● Instructions for the task
When the string "bends" is part of a line in the data below, report the whole line.

● Entries provided

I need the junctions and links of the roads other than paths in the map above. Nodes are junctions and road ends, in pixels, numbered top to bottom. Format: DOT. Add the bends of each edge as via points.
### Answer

==

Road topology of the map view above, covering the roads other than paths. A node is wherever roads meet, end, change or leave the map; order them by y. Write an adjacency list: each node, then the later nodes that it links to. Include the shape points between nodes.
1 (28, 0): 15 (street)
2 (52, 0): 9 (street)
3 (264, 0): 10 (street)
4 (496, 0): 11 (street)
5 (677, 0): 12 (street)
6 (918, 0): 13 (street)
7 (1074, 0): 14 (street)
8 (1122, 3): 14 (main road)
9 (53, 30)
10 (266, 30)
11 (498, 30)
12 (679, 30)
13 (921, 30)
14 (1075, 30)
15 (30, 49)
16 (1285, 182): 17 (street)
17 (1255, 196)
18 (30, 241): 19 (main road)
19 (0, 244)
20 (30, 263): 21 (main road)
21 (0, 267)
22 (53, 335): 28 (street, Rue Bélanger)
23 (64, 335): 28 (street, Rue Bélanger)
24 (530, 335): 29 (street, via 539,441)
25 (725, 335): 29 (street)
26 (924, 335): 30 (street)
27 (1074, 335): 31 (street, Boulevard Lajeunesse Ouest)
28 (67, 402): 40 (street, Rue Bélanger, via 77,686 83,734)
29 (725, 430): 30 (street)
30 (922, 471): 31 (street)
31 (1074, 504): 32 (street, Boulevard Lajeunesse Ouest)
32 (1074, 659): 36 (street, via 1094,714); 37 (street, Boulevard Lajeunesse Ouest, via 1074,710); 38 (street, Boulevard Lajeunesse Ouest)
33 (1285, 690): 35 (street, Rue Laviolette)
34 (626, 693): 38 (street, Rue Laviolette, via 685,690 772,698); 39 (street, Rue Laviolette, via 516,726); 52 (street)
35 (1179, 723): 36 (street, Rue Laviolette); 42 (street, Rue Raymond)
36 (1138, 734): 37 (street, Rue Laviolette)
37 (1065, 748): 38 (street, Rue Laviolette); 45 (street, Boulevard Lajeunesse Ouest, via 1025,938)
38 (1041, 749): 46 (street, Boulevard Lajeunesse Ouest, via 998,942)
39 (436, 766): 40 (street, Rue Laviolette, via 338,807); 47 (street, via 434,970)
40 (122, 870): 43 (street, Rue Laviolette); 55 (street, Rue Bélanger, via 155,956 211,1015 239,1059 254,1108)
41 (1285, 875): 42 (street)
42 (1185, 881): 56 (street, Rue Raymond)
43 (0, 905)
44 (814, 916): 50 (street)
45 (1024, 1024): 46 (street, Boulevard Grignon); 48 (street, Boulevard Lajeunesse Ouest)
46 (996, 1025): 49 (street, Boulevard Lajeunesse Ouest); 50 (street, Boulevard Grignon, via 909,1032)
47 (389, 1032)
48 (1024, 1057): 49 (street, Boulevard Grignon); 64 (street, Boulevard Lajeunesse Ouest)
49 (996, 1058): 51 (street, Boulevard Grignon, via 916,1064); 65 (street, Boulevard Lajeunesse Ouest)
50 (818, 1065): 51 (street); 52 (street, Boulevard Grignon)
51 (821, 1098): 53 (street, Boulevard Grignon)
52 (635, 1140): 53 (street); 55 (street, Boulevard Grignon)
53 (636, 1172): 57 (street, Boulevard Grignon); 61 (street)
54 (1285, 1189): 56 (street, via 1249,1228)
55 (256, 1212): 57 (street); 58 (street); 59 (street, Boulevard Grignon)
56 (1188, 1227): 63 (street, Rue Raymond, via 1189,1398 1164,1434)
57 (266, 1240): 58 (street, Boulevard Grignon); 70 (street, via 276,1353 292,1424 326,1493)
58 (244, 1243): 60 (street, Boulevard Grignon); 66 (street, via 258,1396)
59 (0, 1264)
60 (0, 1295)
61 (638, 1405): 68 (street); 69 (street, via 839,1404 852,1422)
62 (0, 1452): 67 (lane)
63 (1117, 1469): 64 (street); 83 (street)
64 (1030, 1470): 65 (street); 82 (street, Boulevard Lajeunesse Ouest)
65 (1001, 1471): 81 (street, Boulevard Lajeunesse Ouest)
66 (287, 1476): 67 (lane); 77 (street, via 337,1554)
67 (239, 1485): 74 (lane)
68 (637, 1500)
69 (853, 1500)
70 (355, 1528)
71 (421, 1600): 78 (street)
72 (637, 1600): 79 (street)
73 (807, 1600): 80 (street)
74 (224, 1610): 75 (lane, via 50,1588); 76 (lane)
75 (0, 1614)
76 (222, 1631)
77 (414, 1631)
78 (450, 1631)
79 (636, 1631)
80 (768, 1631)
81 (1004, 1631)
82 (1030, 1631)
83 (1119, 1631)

--

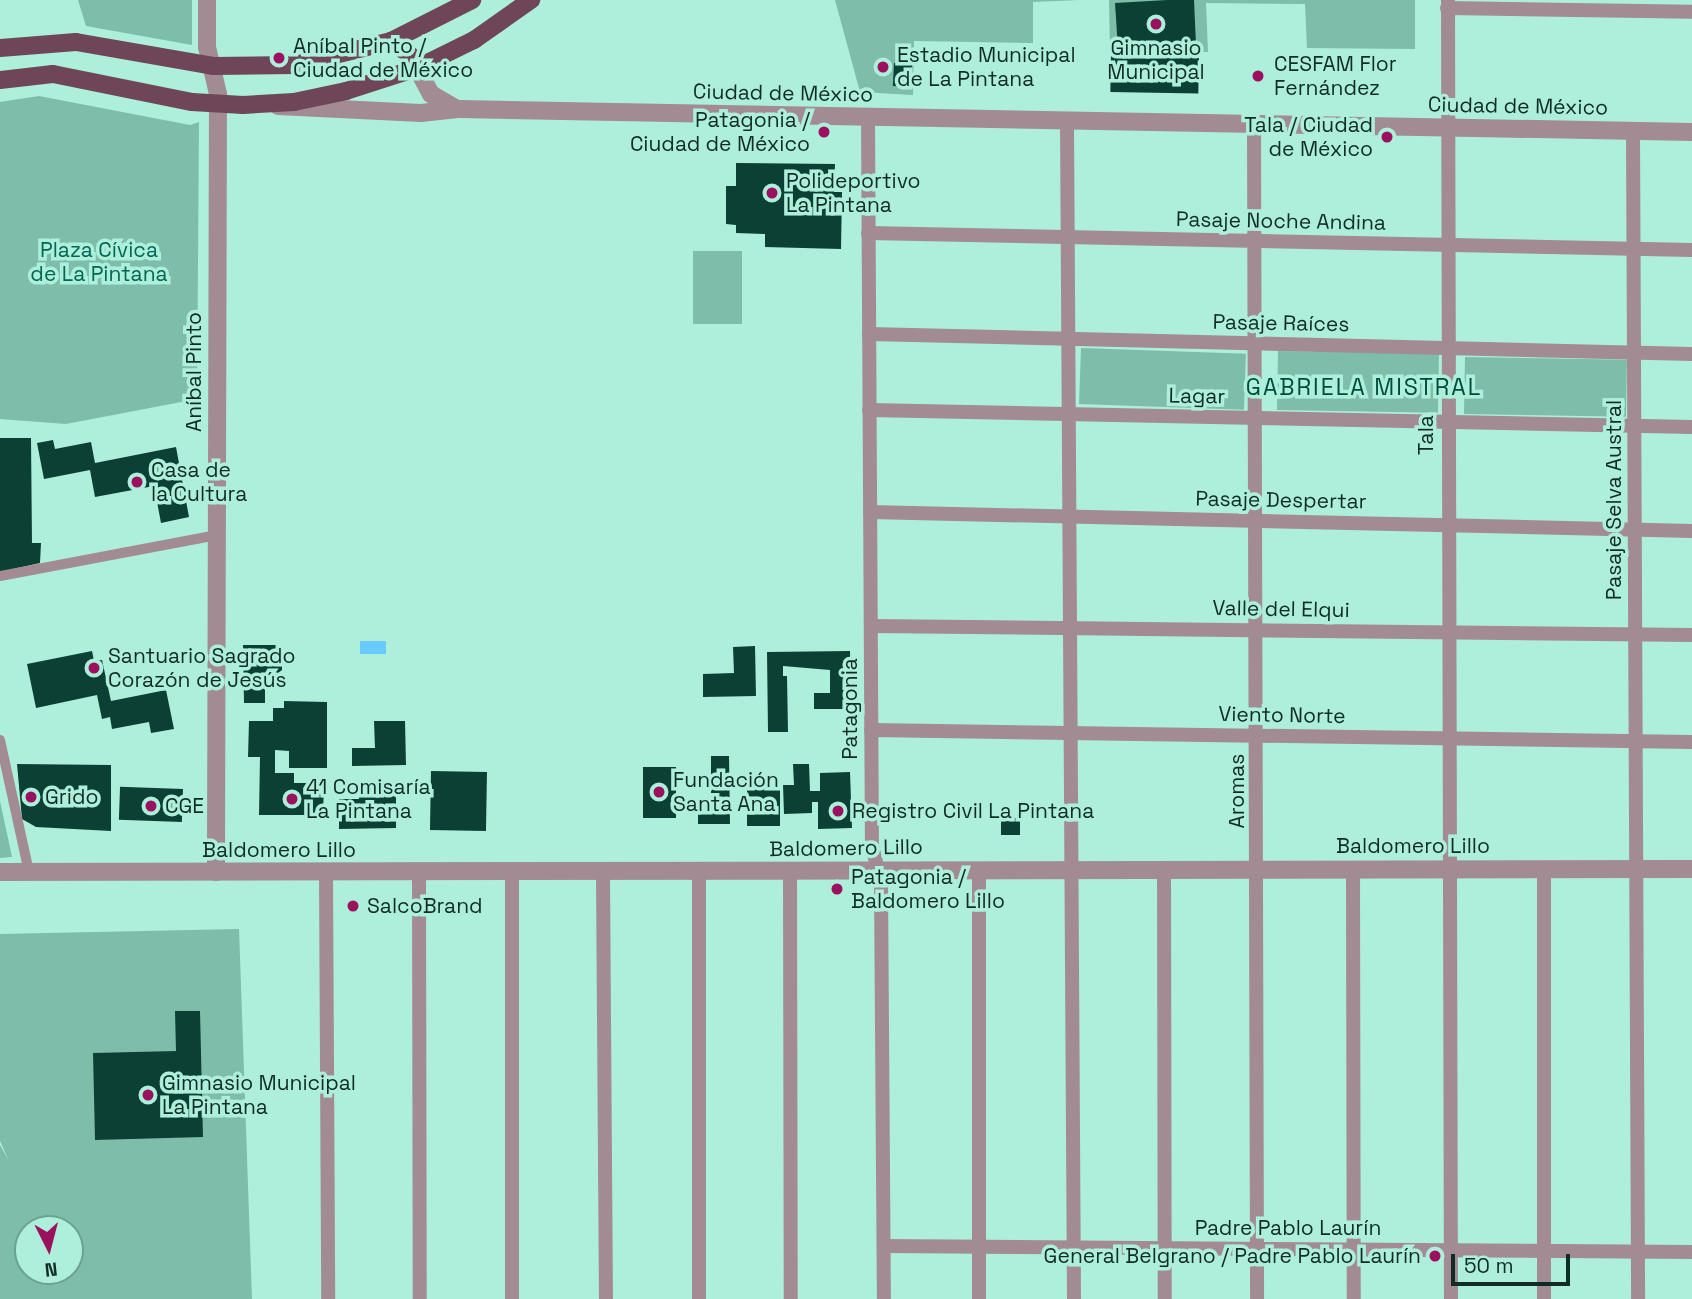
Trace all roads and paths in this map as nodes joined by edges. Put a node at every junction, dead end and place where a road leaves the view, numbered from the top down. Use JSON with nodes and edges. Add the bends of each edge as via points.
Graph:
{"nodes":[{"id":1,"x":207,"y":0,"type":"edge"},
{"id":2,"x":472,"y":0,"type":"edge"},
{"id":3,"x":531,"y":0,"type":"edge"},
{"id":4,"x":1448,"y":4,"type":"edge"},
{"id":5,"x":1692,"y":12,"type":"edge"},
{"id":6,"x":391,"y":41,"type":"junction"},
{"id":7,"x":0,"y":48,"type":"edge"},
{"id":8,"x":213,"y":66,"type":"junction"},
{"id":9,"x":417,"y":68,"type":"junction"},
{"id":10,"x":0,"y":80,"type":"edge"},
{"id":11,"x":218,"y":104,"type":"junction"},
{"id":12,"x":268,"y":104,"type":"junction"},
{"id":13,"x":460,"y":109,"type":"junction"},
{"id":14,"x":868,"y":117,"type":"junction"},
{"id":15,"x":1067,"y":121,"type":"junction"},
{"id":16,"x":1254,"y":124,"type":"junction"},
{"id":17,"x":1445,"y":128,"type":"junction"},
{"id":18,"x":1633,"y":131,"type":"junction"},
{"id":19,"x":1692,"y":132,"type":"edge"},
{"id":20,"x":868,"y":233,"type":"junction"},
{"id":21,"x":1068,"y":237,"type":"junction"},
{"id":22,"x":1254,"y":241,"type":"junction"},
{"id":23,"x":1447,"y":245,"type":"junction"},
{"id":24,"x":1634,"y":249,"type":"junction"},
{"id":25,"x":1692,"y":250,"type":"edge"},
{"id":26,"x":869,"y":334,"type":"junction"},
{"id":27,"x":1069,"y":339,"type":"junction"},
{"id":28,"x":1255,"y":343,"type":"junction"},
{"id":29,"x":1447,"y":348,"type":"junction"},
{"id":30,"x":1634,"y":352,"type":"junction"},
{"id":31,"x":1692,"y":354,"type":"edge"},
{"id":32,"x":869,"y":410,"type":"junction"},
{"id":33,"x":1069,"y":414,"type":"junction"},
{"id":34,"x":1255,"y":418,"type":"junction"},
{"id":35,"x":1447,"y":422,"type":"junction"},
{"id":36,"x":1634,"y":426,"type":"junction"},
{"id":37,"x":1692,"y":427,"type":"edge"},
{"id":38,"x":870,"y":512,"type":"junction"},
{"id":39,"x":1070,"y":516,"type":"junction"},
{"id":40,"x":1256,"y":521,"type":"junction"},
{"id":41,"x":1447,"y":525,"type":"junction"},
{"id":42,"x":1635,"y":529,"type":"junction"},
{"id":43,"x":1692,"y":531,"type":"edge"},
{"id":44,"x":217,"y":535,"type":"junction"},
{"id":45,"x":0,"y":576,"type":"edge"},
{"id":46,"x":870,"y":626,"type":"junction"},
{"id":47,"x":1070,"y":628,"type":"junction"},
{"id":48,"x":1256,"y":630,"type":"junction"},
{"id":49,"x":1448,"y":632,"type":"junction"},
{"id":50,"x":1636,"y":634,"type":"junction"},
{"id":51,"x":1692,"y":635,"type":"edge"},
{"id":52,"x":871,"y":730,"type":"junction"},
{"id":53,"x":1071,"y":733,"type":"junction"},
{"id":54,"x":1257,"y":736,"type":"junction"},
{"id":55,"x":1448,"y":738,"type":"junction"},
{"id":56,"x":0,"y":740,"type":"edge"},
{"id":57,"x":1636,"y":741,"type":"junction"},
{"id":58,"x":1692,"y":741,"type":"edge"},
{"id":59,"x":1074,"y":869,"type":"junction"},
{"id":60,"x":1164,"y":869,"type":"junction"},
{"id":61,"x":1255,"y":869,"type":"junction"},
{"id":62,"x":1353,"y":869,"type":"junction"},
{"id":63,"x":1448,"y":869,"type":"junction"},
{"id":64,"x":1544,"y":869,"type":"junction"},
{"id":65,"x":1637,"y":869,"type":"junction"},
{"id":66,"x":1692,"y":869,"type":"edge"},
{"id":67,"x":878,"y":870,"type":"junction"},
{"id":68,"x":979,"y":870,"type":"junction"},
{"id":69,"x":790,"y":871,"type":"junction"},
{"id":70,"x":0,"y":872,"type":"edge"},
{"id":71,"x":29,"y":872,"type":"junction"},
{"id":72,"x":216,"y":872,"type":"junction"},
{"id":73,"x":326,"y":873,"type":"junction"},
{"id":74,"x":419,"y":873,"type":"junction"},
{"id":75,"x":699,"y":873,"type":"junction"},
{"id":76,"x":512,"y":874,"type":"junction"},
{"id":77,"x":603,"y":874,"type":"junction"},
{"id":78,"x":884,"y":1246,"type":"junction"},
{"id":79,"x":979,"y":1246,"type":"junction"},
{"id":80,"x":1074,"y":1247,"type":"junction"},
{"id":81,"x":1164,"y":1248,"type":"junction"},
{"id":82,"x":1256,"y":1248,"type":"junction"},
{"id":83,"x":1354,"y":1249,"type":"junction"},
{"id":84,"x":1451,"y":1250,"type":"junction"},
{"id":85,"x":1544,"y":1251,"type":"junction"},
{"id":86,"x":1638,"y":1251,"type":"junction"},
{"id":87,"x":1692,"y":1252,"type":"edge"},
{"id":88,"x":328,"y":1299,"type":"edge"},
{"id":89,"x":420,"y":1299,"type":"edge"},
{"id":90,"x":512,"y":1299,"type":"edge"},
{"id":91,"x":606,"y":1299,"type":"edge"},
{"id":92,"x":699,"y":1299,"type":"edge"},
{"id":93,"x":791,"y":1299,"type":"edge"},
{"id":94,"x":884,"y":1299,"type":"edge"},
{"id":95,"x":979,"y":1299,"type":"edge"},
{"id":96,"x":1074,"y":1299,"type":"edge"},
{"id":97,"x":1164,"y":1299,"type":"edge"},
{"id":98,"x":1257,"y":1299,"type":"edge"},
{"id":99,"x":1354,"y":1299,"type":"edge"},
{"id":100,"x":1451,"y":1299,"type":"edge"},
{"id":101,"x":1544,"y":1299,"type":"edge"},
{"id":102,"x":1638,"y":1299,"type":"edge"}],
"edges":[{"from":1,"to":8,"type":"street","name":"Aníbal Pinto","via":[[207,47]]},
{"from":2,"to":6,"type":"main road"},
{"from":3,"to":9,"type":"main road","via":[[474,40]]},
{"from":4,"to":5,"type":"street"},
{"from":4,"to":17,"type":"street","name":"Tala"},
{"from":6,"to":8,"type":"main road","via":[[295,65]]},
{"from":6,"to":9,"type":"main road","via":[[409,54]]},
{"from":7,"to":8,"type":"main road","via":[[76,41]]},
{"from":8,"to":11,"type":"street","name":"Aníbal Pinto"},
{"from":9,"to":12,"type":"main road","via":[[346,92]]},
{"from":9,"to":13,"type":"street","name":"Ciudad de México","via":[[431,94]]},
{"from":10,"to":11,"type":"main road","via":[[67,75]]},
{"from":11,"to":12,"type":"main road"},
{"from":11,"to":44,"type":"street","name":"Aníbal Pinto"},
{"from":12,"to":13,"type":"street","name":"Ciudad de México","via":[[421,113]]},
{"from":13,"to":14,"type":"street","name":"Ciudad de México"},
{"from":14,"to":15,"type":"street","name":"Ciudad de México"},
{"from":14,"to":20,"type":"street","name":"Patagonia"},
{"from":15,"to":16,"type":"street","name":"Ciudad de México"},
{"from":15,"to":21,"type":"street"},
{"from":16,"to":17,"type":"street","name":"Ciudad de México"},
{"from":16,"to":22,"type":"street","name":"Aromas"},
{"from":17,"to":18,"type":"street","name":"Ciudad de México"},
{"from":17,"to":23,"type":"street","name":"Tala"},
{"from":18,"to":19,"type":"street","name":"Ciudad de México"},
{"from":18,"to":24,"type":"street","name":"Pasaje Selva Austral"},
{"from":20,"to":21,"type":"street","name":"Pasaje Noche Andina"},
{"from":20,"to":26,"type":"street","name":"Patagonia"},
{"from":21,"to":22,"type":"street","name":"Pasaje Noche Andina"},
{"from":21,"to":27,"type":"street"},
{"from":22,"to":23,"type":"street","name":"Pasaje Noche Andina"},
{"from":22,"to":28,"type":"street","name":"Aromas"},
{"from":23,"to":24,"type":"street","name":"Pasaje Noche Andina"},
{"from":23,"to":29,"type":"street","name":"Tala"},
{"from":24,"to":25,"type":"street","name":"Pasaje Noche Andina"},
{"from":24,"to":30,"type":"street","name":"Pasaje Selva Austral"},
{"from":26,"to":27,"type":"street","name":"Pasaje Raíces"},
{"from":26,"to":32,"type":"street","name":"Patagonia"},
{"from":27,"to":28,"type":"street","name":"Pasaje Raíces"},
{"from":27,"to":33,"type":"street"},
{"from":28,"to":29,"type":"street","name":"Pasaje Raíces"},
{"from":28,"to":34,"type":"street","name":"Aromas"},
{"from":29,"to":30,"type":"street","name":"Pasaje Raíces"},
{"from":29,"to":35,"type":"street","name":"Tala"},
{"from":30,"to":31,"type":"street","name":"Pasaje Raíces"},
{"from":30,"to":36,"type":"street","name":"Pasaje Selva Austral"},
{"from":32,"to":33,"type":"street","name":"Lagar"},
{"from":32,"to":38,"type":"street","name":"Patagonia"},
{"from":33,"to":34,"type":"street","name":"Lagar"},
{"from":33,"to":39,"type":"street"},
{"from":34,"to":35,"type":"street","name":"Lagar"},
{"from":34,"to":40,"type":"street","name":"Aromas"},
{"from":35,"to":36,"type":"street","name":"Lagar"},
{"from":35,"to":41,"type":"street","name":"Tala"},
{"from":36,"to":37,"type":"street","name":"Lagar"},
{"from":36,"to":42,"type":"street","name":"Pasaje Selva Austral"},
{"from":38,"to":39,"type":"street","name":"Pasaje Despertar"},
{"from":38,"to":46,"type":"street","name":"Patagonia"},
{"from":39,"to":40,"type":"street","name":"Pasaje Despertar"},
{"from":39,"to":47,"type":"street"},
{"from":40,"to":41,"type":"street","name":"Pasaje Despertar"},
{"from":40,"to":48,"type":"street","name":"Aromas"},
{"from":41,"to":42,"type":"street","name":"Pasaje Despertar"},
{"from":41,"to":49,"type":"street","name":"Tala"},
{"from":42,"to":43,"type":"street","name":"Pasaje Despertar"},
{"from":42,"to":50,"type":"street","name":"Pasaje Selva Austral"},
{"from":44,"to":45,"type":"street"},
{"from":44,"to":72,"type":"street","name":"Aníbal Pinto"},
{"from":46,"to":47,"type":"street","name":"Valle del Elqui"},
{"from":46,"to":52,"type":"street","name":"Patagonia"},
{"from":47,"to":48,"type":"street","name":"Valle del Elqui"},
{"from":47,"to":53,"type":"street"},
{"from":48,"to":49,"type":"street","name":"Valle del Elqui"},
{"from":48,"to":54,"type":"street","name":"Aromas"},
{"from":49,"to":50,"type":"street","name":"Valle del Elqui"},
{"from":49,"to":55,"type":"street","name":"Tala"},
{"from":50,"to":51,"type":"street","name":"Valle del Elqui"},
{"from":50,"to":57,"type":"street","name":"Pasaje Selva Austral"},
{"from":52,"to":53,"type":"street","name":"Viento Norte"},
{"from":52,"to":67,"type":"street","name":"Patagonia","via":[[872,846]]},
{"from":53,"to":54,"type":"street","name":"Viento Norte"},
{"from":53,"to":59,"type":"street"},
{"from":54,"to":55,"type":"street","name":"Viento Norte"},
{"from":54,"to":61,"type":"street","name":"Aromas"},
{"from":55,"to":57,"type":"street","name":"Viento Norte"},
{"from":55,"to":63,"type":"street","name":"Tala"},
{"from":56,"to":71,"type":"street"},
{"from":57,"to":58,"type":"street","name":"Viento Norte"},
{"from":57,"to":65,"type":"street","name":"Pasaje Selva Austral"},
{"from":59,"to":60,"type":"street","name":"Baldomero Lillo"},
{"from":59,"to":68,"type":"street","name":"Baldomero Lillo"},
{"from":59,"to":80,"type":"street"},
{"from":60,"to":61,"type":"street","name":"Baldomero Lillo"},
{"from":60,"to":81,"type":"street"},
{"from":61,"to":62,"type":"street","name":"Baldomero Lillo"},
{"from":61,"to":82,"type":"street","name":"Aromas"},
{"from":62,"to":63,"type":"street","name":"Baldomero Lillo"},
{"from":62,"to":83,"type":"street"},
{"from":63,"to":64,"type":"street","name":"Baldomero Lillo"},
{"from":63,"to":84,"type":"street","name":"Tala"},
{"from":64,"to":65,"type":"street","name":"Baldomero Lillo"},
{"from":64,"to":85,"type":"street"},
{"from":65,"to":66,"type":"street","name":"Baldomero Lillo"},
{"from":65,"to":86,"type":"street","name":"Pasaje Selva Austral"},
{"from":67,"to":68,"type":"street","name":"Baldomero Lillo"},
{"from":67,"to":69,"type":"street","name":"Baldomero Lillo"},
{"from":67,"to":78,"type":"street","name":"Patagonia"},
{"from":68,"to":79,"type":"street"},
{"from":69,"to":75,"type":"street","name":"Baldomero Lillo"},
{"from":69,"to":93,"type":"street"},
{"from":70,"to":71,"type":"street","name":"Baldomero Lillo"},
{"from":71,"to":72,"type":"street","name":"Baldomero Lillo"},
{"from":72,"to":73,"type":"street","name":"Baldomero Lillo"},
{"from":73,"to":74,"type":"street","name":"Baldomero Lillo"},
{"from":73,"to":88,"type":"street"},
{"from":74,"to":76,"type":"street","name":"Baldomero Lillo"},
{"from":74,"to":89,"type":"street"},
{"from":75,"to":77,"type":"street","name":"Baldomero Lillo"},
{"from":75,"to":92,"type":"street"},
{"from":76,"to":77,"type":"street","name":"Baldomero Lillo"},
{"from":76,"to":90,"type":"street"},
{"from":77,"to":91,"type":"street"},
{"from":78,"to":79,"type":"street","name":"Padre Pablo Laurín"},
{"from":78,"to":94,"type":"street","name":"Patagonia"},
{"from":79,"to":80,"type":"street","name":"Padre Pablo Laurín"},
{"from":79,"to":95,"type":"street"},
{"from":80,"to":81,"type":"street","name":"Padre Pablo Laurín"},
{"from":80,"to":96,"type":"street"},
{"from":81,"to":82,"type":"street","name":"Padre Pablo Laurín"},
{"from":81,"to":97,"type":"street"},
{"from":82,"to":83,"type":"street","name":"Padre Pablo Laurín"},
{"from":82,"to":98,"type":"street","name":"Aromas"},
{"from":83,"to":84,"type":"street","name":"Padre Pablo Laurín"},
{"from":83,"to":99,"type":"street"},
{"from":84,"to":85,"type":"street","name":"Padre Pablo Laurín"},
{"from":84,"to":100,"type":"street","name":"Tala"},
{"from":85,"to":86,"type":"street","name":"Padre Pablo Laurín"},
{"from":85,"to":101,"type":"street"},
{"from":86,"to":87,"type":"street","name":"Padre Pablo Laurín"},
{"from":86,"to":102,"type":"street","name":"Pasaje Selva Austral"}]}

● Expected answer
I need the junctions and links of the roads other than paths in the map above. Nodes are junctions and road ends, in pixels, numbered top to bottom. Format: DOT. Add the bends of each edge as via points.
Trace all roads and paths in this map as nodes joined by edges. Put a node at every junction, dead end and place where a road leaves the view, numbered from the top down. Use JSON with nodes and edges. Add the bends of each edge as via points.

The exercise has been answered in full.